We pick on Maurice Clarett because he is an easy target. He’s become Public Enemy Number 1 because taking on the NCAA or Ohio State or well-heeled and influential boosters is a tougher assignment. We’d rather take the path of least resistance.
The most recent Maurice moment revolves around his assertion that Ohio State coaches and boosters lavished him with money, access to cars, furniture, grades, gifts… ect…ect…
Ohio State is categorically denying any wrongdoing. Consequently I believe it’s safe to assume that somebody isn’t coming clean. Either Maurice Clarett is lying like a rug, or Ohio State is telling a big, bold, fat faced fib.
Even if you don’t believe a single syllable uttered by Clarett, I would submit that what he alleges has occurred and does continue to occur on college campuses all over the country, all the time.
If you throw enough cars or money or women at enough 18 year olds, please don’t be shocked if some of them make dumb choices.

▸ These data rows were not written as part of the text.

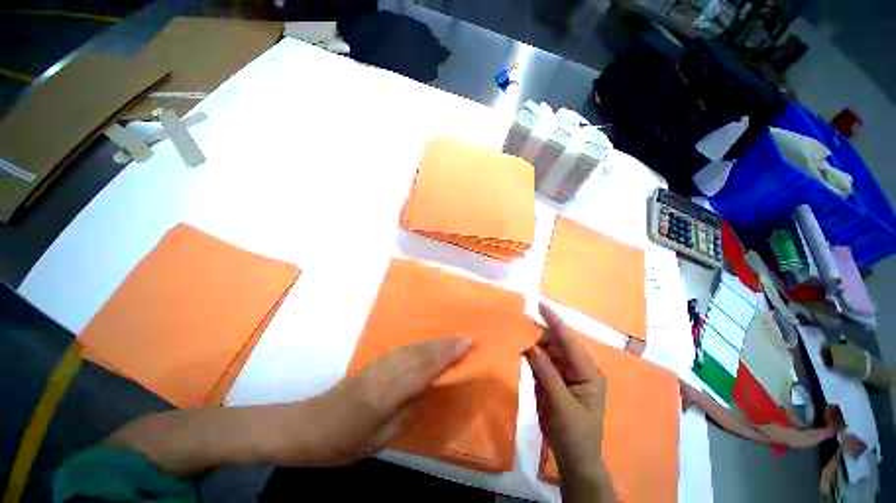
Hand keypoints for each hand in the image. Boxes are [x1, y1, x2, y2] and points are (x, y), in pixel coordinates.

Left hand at [105, 338, 470, 474]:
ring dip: (434, 342)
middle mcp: (384, 372)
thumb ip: (406, 410)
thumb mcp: (378, 439)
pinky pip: (402, 349)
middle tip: (466, 337)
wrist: (305, 425)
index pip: (423, 368)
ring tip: (452, 339)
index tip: (466, 343)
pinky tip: (427, 345)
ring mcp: (377, 364)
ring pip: (412, 347)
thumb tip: (427, 388)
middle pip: (420, 353)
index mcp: (385, 395)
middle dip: (445, 344)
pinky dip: (419, 345)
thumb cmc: (341, 443)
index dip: (446, 355)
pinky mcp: (372, 362)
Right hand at [525, 304, 614, 501]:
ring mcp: (563, 373)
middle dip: (540, 328)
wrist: (572, 457)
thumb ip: (547, 373)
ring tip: (516, 326)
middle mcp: (576, 367)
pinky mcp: (551, 379)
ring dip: (532, 339)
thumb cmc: (575, 433)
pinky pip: (539, 361)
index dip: (555, 322)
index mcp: (588, 372)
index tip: (540, 305)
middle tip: (521, 315)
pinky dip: (529, 352)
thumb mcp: (562, 404)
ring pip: (546, 350)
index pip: (569, 341)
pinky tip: (518, 344)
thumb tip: (531, 345)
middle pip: (557, 343)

Big time collegiate athletics is big business, generating big dollars. Anywhere you find big dollars you will find cheating. I don’t care if it’s on Wall Street or on the football field. Anytime the combination of money and people get together, there will be folks who will attempt to take advantage of the system. Anyone who suggests that cheating doesn’t happen on our college campuses is either naive or stupid.
The athletes who take the gifts don’t talk about it because they would be indicting themselves and biting the hand that feeds them. The University and boosters keep quiet because they want to keep the athletes happy so that the arenas and stadiums remain full.

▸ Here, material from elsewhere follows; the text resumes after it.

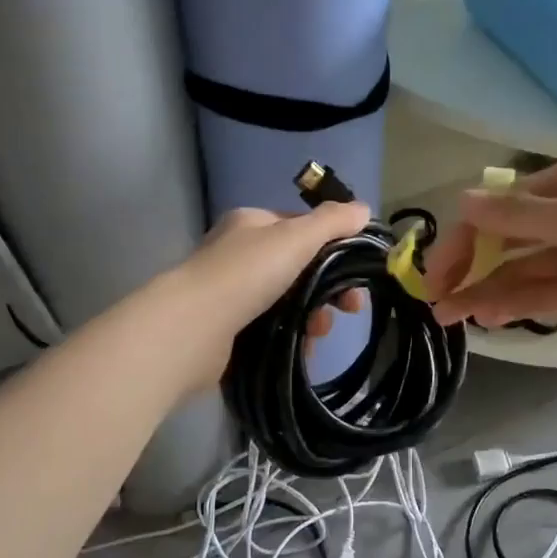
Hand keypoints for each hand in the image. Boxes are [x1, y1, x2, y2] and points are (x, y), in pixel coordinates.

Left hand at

It’s the dirty little secret that we all know happens, but we just don’t talk about it in polite company. It’s not casual cocktail conversation. As long as the stadium is full, and the loot is rolling in, it’s easy to look the other way.
Maurice Clarett is someone who doesn’t always play by the rules. However, I got a scoop for you; neither do many NCAA schools and neither do many boosters. Before I take off the gloves and start swinging at Clarett, I have to throw some punches at the big boys at the top of the financial football food chain that are the heart of the mess.

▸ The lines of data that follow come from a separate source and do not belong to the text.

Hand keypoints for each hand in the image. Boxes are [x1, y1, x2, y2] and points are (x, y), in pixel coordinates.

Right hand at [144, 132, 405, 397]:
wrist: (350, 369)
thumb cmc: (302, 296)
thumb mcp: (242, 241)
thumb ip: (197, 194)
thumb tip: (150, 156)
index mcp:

Clarett’s crime is that he has broken the code of silence. He let the Buckeye out of the bag.
Clarett has this habit of making folk angry. He made Ohio State angry when he decided to turn pro. He made the NFL angry when he challenged their age restrictions. And now he’s shaking up the foundation of the cozy relationship between collegiate sports and the boosters who make sure that star players are taken care of.
Ever wonder why you almost never hear about a big time college athlete never flunking out, or never being declared academically ineligible. It’s not because all-star players are geniuses. It’s because many get taken care of when they can’t cut it academically.
When you get taken care of you tend to keep your mouth shut.
I am in no way excusing the young folk who knowingly violate NCAA rules. If caught, they should be punished. However, I can’t just look the other way and ignore the fact that it takes two to tango.
I can’t rant and rave against Maurice Clarett unless I reserve at least as much if not more outrage at the schools, the boosters and the collegiate athletic structure that allows this to occur.
Maurice Clarett has broken the code of silence. He let the Buckeye out of the bag.
The question for me is not what will become of Maurice Clarett. The question I have is what will be done to address a system that got out of hand long before Clarett came along.
I tend to believe nothing will be done about that system. There are too many of us having too much fun picking on the pawn (Maurice Clarett), instead of picking a fight with the bigger targets.
I will not defend Maurice Clarett’s decision to take whatever he may have taken from Ohio State. I do understand the difficulty in resisting the temptations that are placed in front of athletes like Clarett all the time.
Maurice Clarett’s days as a college player are over. But the problem that was in place before he arrived in Columbus, OH isn’t going anywhere.
One day we might realize that this thing isn’t about Maurice Clarett. Until that day the band will play on. Until that day there will be many more star athletes who will be the recipients of $500 hand shakes while we all look the other way.